Targeting Glutaminolysis Shows Efficacy in Both Prednisolone-Sensitive and in Metabolically Rewired Prednisolone-Resistant B-Cell Childhood Acute Lymphoblastic Leukaemia Cells

In spite of the considerable progress in risk stratification and therapeutic regimens in childhood acute lymphoblastic leukaemia (cALL), which has led to cure rates of above 90%, prognosis for patients with relapsed disease remains poor. The main cause of therapy failure is drug resistance, most commonly to glucocorticoids (GCs). While alterations of cell metabolism in cALL are considered a hallmark of this malignancy as well, the molecular differences between prednisolone sensitive and resistant lymphoblasts are not well-studied, thereby precluding the development of novel and targeted therapies. Therefore, the aim of this work was to investigate the biology of matched pairs of cell lines where GCs are effective and such with acquired lack of response to prednisolone. In order to address this, we took advantage of the molecular characterisation of an in vitro model of GC resistance we had previously developed. An integrated transcriptomic and metabolomic analysis revealed alterations in oxidative phosphorylation, glycolysis, amino acid, pyruvate and nucleotide biosynthesis, as well as activation of mTORC1 and MYC signaling, which are also known to control cell metabolism.

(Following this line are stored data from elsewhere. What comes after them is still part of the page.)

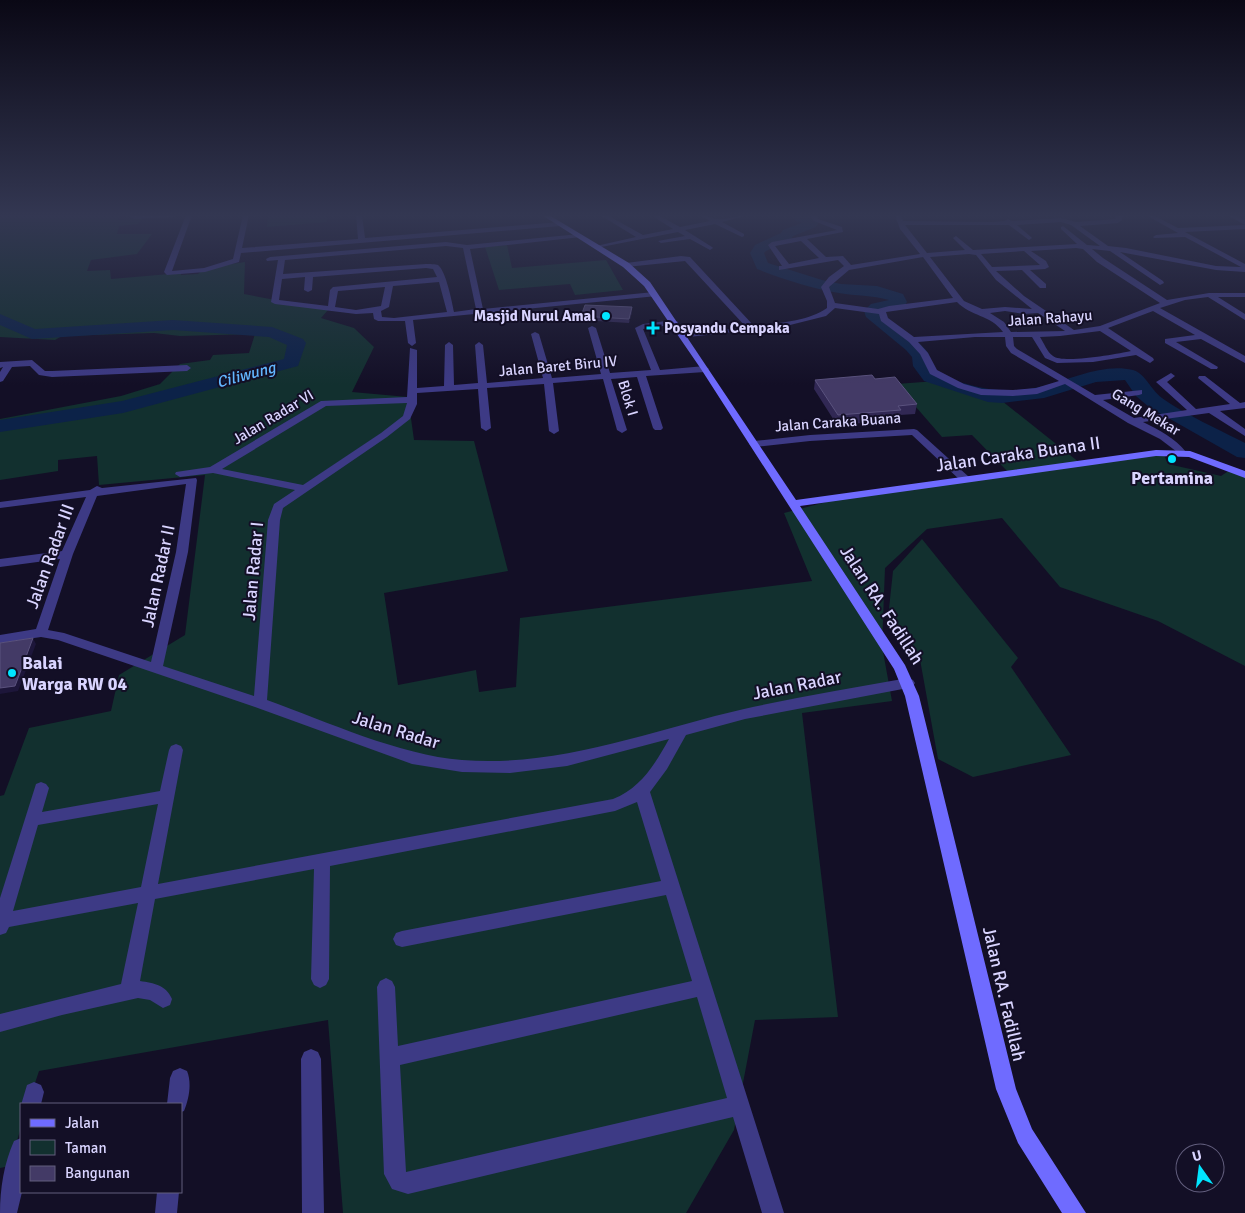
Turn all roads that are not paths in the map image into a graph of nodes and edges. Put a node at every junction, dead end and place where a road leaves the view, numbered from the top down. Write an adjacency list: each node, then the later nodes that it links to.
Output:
1 (169, 272): 2 (street)
2 (183, 272)
3 (279, 272): 17 (street)
4 (352, 272): 16 (street)
5 (373, 272): 21 (street)
6 (439, 272): 18 (street)
7 (471, 272): 34 (street)
8 (634, 272): 24 (main road, Jalan RA. Fadillah)
9 (699, 272): 43 (street)
10 (843, 272): 29 (street)
11 (937, 272): 27 (street)
12 (992, 272): 35 (street)
13 (1029, 272): 22 (street)
14 (1116, 272): 28 (street)
15 (1143, 272): 20 (street)
16 (309, 275): 17 (street); 23 (street)
17 (278, 277): 31 (street)
18 (442, 279): 19 (street); 38 (street)
19 (390, 283): 21 (street); 32 (street)
20 (1160, 283)
21 (372, 285): 31 (street)
22 (1043, 286)
23 (308, 290)
24 (654, 294): 34 (street); 41 (main road, Jalan RA. Fadillah)
25 (1208, 295): 26 (street, Jalan Rahayu); 28 (street, Jalan Rahayu); 37 (street)
26 (1245, 295)
27 (958, 300): 33 (street); 36 (street)
28 (1166, 303): 30 (street, Jalan Rahayu)
29 (832, 305): 33 (street); 43 (street)
30 (1154, 308): 44 (street, Jalan Rahayu); 50 (street)
31 (331, 309): 32 (street)
32 (377, 310): 40 (street)
33 (876, 310): 51 (street)
34 (480, 311): 38 (street)
35 (1040, 311): 36 (street); 45 (street)
36 (979, 312): 47 (street)
37 (1241, 312): 39 (street)
38 (451, 314): 40 (street)
39 (1245, 318)
40 (409, 319): 72 (street)
41 (674, 322): 49 (main road, Jalan RA. Fadillah); 61 (street)
42 (592, 328): 63 (street, Blok I)
43 (751, 328): 49 (street)
44 (1102, 328): 45 (street, Jalan Rahayu); 54 (street)
45 (1072, 332): 48 (street, Jalan Rahayu)
46 (535, 334): 67 (street)
47 (1010, 335): 48 (street, Jalan Rahayu); 51 (street, Jalan Rahayu); 68 (street, Gang Mekar)
48 (1035, 335): 54 (street)
49 (683, 336): 60 (main road, Jalan RA. Fadillah)
50 (1202, 336): 56 (street); 58 (street)
51 (912, 340): 68 (street)
52 (448, 345): 70 (street)
53 (479, 345): 69 (street)
54 (1137, 352): 55 (street)
55 (1150, 360)
56 (1245, 360)
57 (4, 365): 59 (street); 66 (street)
58 (1214, 367)
59 (187, 368)
60 (706, 369): 61 (street, Jalan Baret Biru IV); 83 (main road, Jalan RA. Fadillah)
61 (656, 372): 62 (street, Jalan Baret Biru IV)
62 (640, 373): 63 (street, Jalan Baret Biru IV); 79 (street)
63 (605, 376): 67 (street, Jalan Baret Biru IV); 80 (street, Blok I)
64 (1171, 376): 76 (street)
65 (1202, 378): 74 (street)
66 (0, 379)
67 (548, 381): 69 (street, Jalan Baret Biru IV); 81 (street)
68 (1068, 382): 73 (street, Gang Mekar)
69 (483, 386): 70 (street, Jalan Baret Biru IV); 78 (street)
70 (449, 389): 72 (street, Jalan Baret Biru IV)
71 (1139, 392): 73 (street, Gang Mekar)
72 (412, 395): 85 (street, Jalan Radar VI); 88 (street, Jalan Radar I)
73 (1094, 398): 77 (street, Gang Mekar)
74 (1242, 405): 75 (street)
75 (1210, 409): 76 (street); 82 (street)
76 (1194, 412): 77 (street)
77 (1131, 421): 84 (street, Gang Mekar)
78 (486, 428)
79 (658, 428)
80 (622, 430)
81 (554, 431)
82 (1245, 433)
83 (754, 444): 87 (street, Jalan Caraka Buana); 90 (main road, Jalan RA. Fadillah)
84 (1181, 452): 86 (main road, Jalan Caraka Buana II); 87 (main road, Jalan Caraka Buana II)
85 (213, 470): 88 (street); 89 (street)
86 (1245, 475)
87 (965, 479): 90 (main road, Jalan Caraka Buana II)
88 (304, 488): 98 (street, Jalan Radar I)
89 (93, 493): 91 (street); 92 (street, Jalan Radar III); 96 (street, Jalan Radar II)
90 (793, 504): 97 (main road, Jalan RA. Fadillah)
91 (0, 505)
92 (66, 554): 93 (street); 94 (street, Jalan Radar III)
93 (0, 564)
94 (41, 632): 95 (street, Jalan Radar); 96 (street, Jalan Radar)
95 (0, 639)
96 (156, 668): 98 (street, Jalan Radar)
97 (908, 683): 99 (street, Jalan Radar); 127 (main road, Jalan RA. Fadillah)
98 (260, 703): 99 (street, Jalan Radar)
99 (681, 730): 102 (street)
100 (176, 750): 103 (street)
101 (41, 788): 104 (street)
102 (642, 792): 105 (street); 106 (street)
103 (166, 796): 104 (street); 107 (street)
104 (32, 820): 108 (street)
105 (322, 861): 107 (street); 110 (street)
106 (672, 887): 109 (street); 112 (street)
107 (148, 894): 108 (street); 113 (street)
108 (1, 923)
109 (402, 939)
110 (320, 979)
111 (386, 987): 116 (street)
112 (703, 987): 116 (street); 120 (street)
113 (129, 991): 114 (street); 115 (street)
114 (163, 999)
115 (0, 1022)
116 (388, 1058): 120 (street)
117 (311, 1059): 125 (street)
118 (180, 1078): 119 (street)
119 (177, 1103)
120 (740, 1105): 126 (street)
121 (20, 1152): 123 (street)
122 (168, 1193): 124 (street)
123 (6, 1213)
124 (166, 1213)
125 (313, 1213)
126 (773, 1213)
127 (1075, 1213)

In attempt to explore the potential therapeutic effect of inhibiting one of the hits from our analysis, we targeted the glutamine-glutamate-a-ketoglutarate axis by three different strategies, all of which impaired mitochondrial respiration and ATP production and induced apoptosis in both GC-sensitive and resistant cell lines. In summary, we report that prednisolone resistance may be accompanied by considerable rewiring of transcriptional and biosynthesis programs. We suggest that targeting glutamine metabolism presents a novel therapeutic approach in cALL. Overall design: Comparing biological triplicates of prednisolone sensitive (Sup-B15) and resistant (Sup-PR) childhood acute lymphoblastic leukaemia cells.